Donald Trump wants to kill people, and he wants to kill them faster. That is the unvarnished meaning of the Justice Department’s April 2026 decision to revive the firing squad, the electric chair, and the gas chamber for federal executions. Acting Attorney General Todd Blanche’s 48-page report wraps that ambition in the language of duty, deterrence, and closure. The evidence shreds each claim. The National Academies found three decades of deterrence research too flawed to guide policy. Only 2.5% of murder victims’ families report closure from an execution. Alabama’s nitrogen experiments have produced 38-minute deaths so harrowing that three Supreme Court justices dissented in protest.
No free nation does this anymore. Every European Union member has abolished capital punishment — abolition is the price of admission. So have Canada, Australia, New Zealand, the United Kingdom, and most of Latin America. They looked at the firing squad and the gallows and decided a democracy could not wield them and remain itself.
We are making the opposite choice. The United States now stands shoulder to shoulder with China, Iran, Saudi Arabia, and North Korea as the world’s leading executioners — and alone among them debates whether to shoot, gas, or electrocute its own citizens in the name of justice.

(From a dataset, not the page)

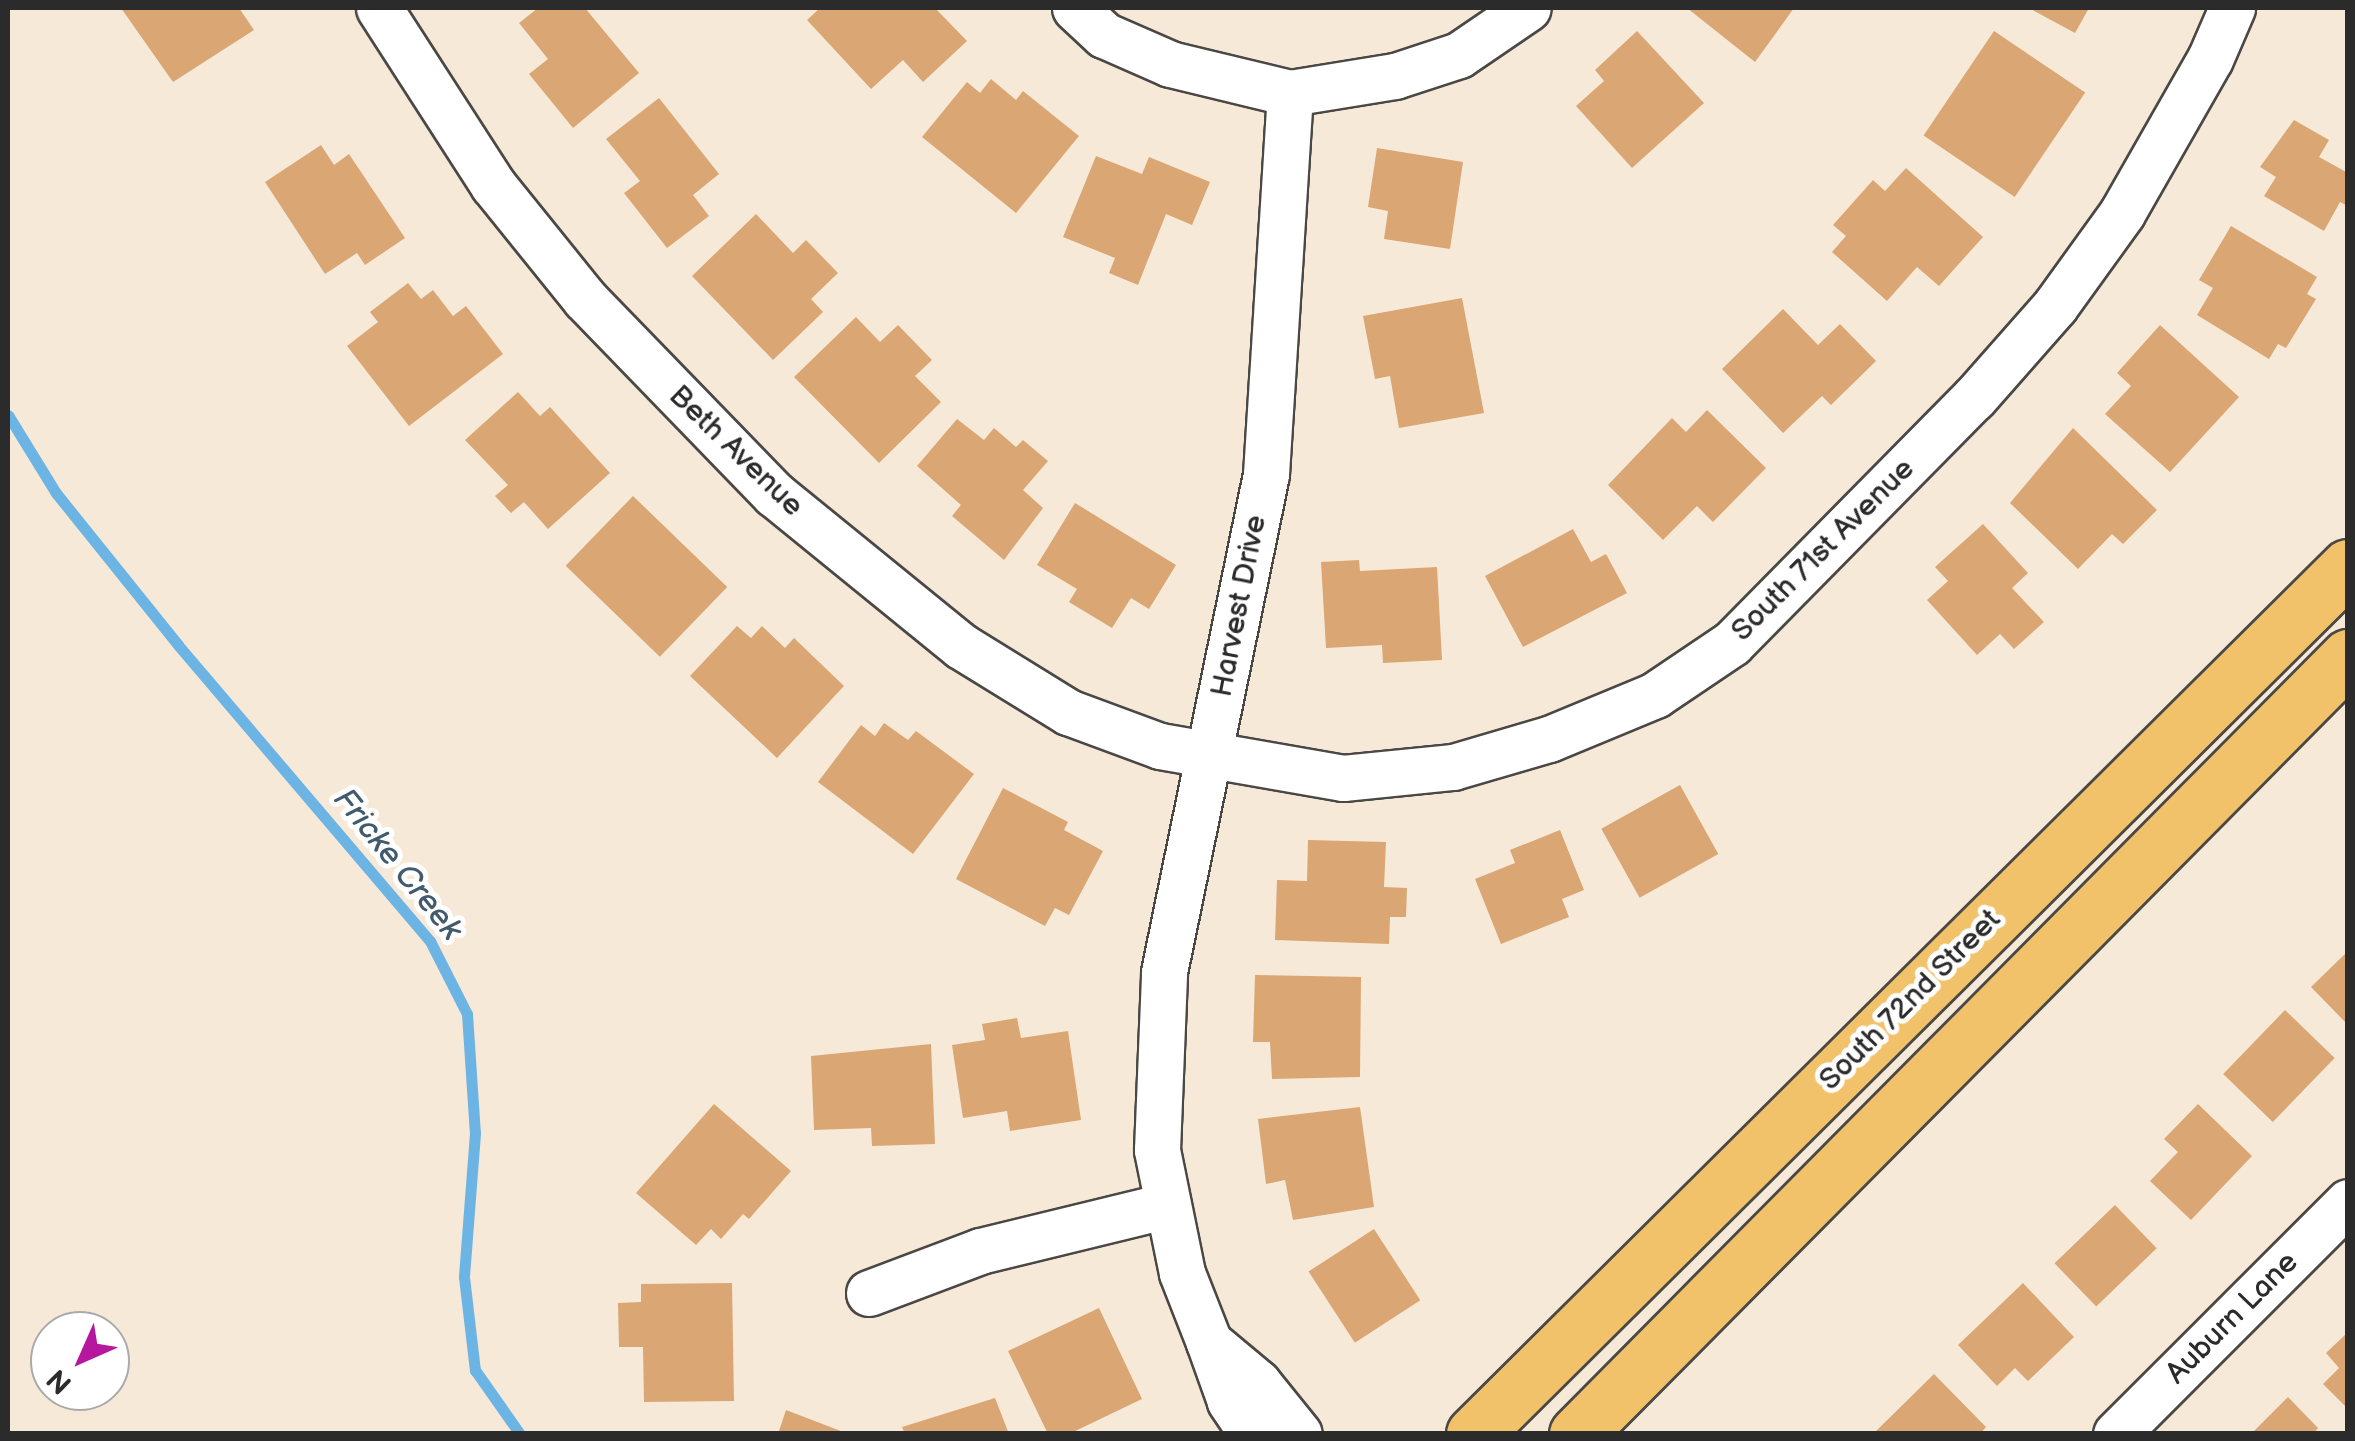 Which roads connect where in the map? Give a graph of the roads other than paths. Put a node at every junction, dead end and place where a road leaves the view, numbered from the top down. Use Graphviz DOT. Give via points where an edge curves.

This is not a policy drift. It is a defection. Brick by brick — from independent prosecution, from judicial review, from constitutional restraint — the United States is dismantling its membership in the community of liberal democracies and taking up residence among the regimes we once defined ourselves against. A government that resurrects the firing squad to vindicate political will is no longer governed by law. It is governed by brutality, with a little legal gloss.